Jacques Albert reflektiert bereits beim Schreiben seiner Stücke deren Entstehungsprozess und welche Gestalt sie auf der Bühne annehmen können: Seine Jagdszenen aus der französischen Provinz führen in SIG Sauer Pro direkt aufs Land hinaus, wo man sich kennt, weil man zusammen trinkt und sich nicht aus dem Weg gehen kann.Hier ist auch das Schweigen noch beredt und so verknappen sich die Sätze der Figuren auf ein Minimum. Alberts Sprache bricht immer schon ab, bevor sie etwas ausführt, und trotzdem kristallisieren sich jenseits von Typen auch Figuren und das, was sie umtreibt, heraus.
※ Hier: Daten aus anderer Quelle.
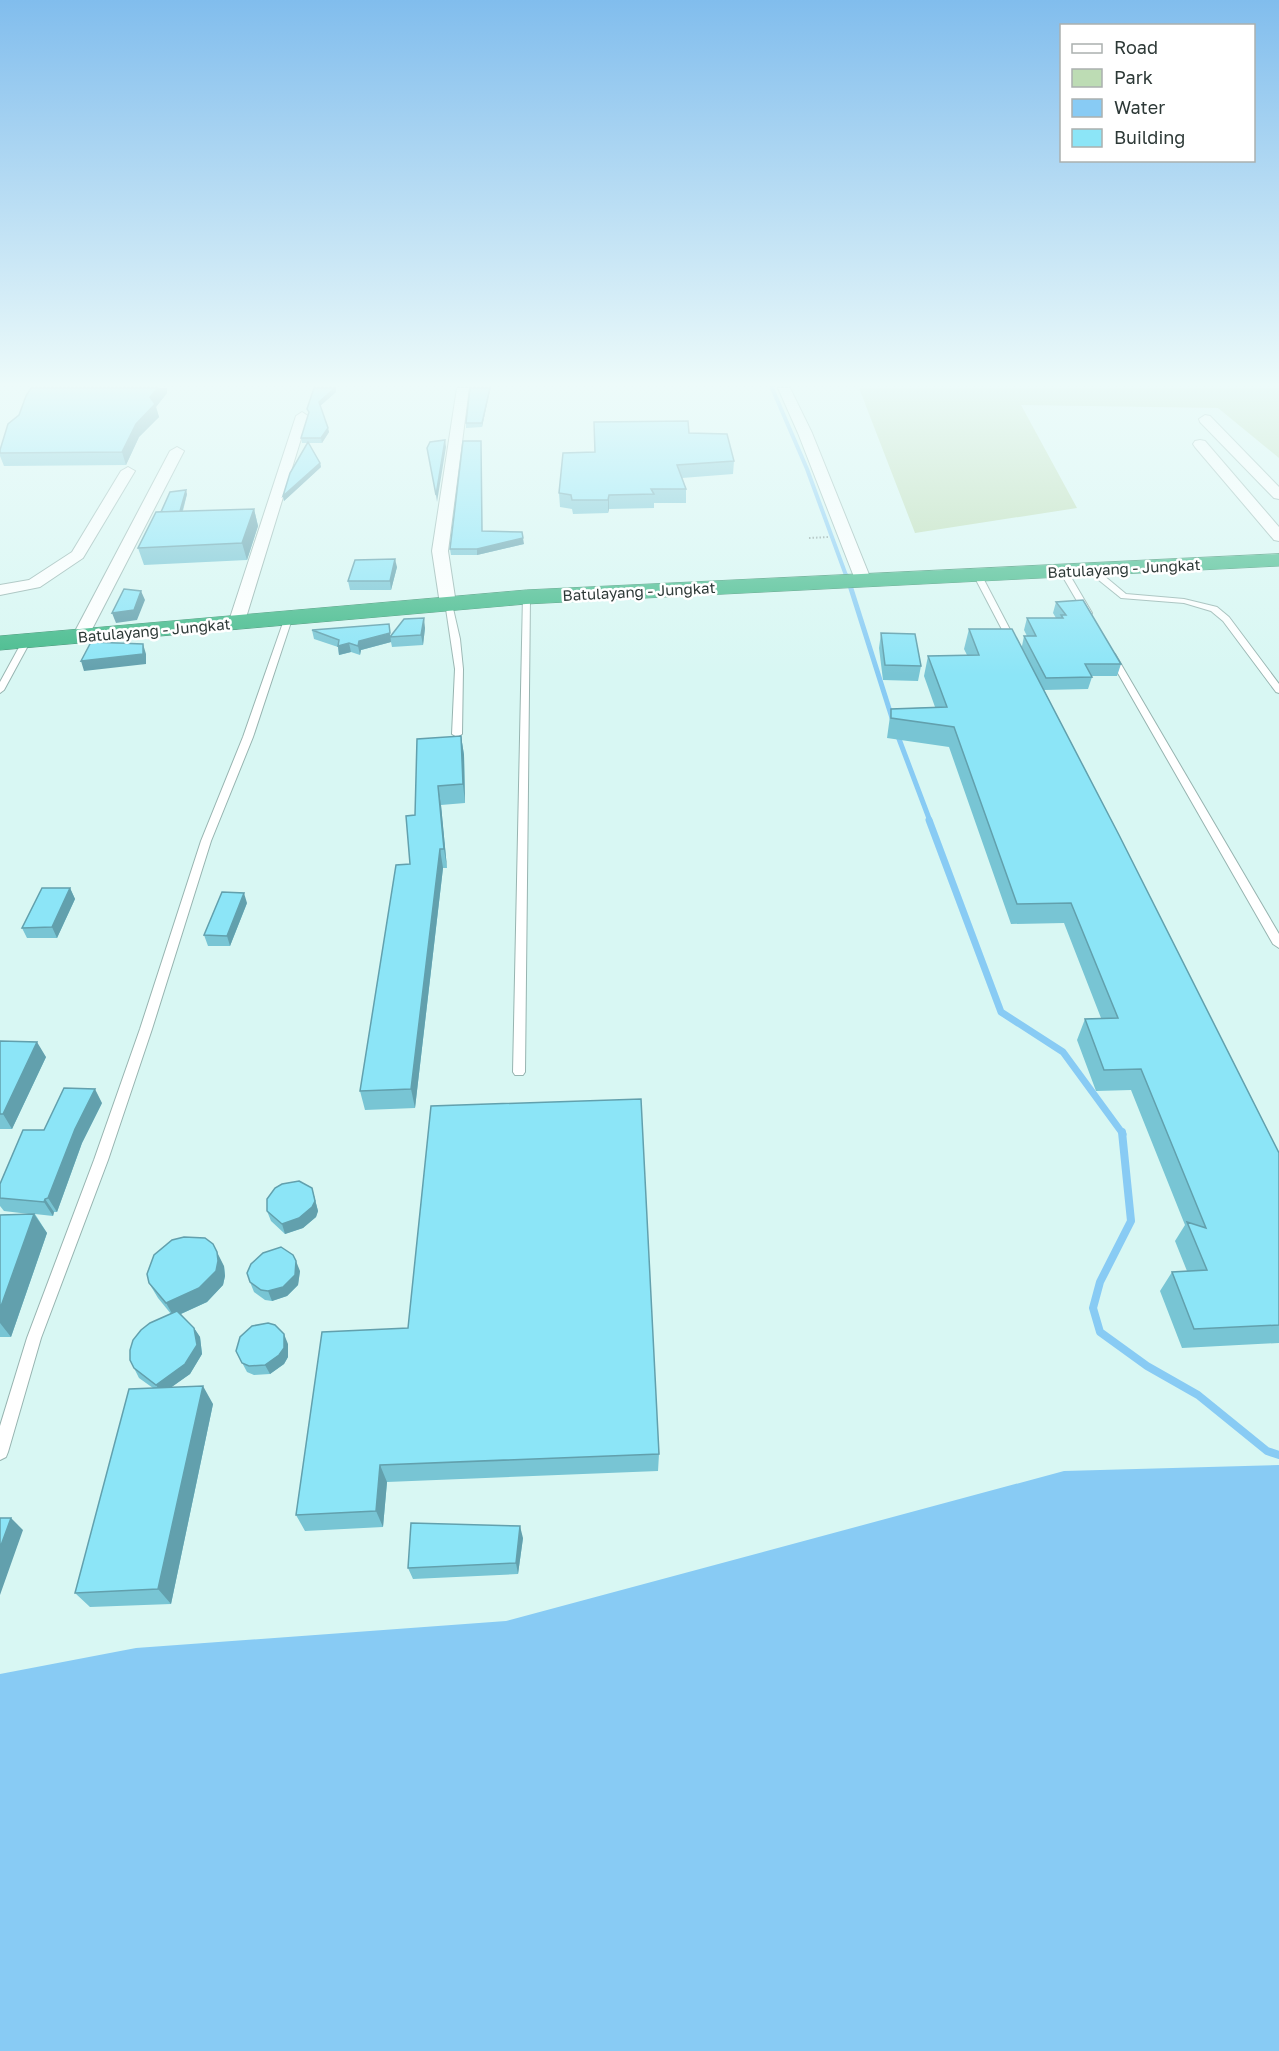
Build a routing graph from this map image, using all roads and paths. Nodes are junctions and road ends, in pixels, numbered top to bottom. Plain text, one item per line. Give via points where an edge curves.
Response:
1 (120, 484) edge
2 (160, 484) edge
3 (281, 484) edge
4 (449, 484) edge
5 (822, 484) edge
6 (1236, 484) edge
7 (1268, 484) edge
8 (1279, 495) edge
9 (823, 537) dead end
10 (1279, 537) edge
11 (809, 538) dead end
12 (1279, 560) edge
13 (1093, 571) junction
14 (1064, 572) junction
15 (978, 576) junction
16 (854, 582) junction
17 (0, 590) edge
18 (526, 597) junction
19 (448, 604) junction
20 (288, 619) junction
21 (236, 624) junction
22 (1094, 624) edge
23 (80, 637) junction
24 (26, 642) junction
25 (0, 643) edge
26 (1106, 645) edge
27 (1016, 650) edge
28 (0, 690) edge
29 (1279, 690) edge
30 (457, 734) edge
31 (1279, 944) edge
32 (519, 1072) dead end
33 (0, 1452) edge

1 - 17 street via 78,555 34,584
2 - 23 street
3 - 21 street
4 - 19 street via 440,551
5 - 16 street
6 - 10 street
7 - 8 street
9 - 11 path
12 - 13 highway, Batulayang - Jungkat
13 - 14 highway, Batulayang - Jungkat
13 - 29 lane via 1124,596 1184,601 1214,609 1226,619
14 - 15 highway, Batulayang - Jungkat
14 - 22 lane
15 - 16 highway, Batulayang - Jungkat
15 - 27 lane
16 - 18 highway, Batulayang - Jungkat
18 - 19 highway, Batulayang - Jungkat
18 - 32 lane
19 - 20 highway, Batulayang - Jungkat
19 - 30 lane via 459,669
20 - 21 highway, Batulayang - Jungkat
20 - 33 lane via 248,737 206,841 112,1127 34,1338
21 - 23 highway, Batulayang - Jungkat
23 - 24 highway, Batulayang - Jungkat
24 - 25 highway, Batulayang - Jungkat
24 - 28 lane
26 - 31 lane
Skurril wirken sie alle, die sich da in ganz »normalen« Katastrophen verheddern und sich mehr oder weniger durchtrieben, mehr oder weniger chancenlos in ihren durchaus übersichtlichen Wunschbildern vom Glück verstricken. Der im Theaterkollektiv arbeitende Jacques Albert setzt sich zunächst über strikte Theaterbedingungen hinweg: Fahrradrennen, Autoverfolgungsjagden, abrupte Szenen-, Orts- und Situationswechsel schreien geradezu nach den Mitteln anderer Medien, ob Film, ob Musik oder nach ungewöhnlichen Raumkonzepten.

Auch in Burn baby burn von Carine Lacroix treiben die Sehnsüchte der beiden Mädchen Erla und Violette an Grenzen. Jene Grenzen, die ihnen eine Gesellschaft aufzeigt, die Glück und Geld zwar immer verheißt, aber soziale Schranken und Normen setzt. »Normal« aber ist Erla nicht, die im Niemandsland in einer verlassenen Tankstelle von Violette aufgegabelt wird. Lebenshungrig-verträumt die eine, zornig und ein wenig hintertrieben die andere, so reiben sie sich aneinander, bis dabei auch freundschaftliche Gefühle entstehen. Fast hätten sie friedlich aus den bedrückenden Umständen ausbrechen können. Aber im falschen Moment bringt sich ein Pizzabote ins Spiel. Und mit ihm all das, was die Mädchen hinter sich lassen wollten. Carine Lacroix' Stück lebt von den temporeichen Dialogen und der Sympathie, die sie ihren beiden Figuren entgegenbringt, auch wenn diese nicht immer liebenswürdig sind.Und so finden alle hier abgedruckten Stücke zu ihrem ganz eigenen Ton, in dem die Wirklichkeiten unserer Zeit weder hyperrealistisch noch mimetisch naturalistisch rekonstruiert werden. Dies allerdings, den Umständen entsprechend, sehr facettenreich.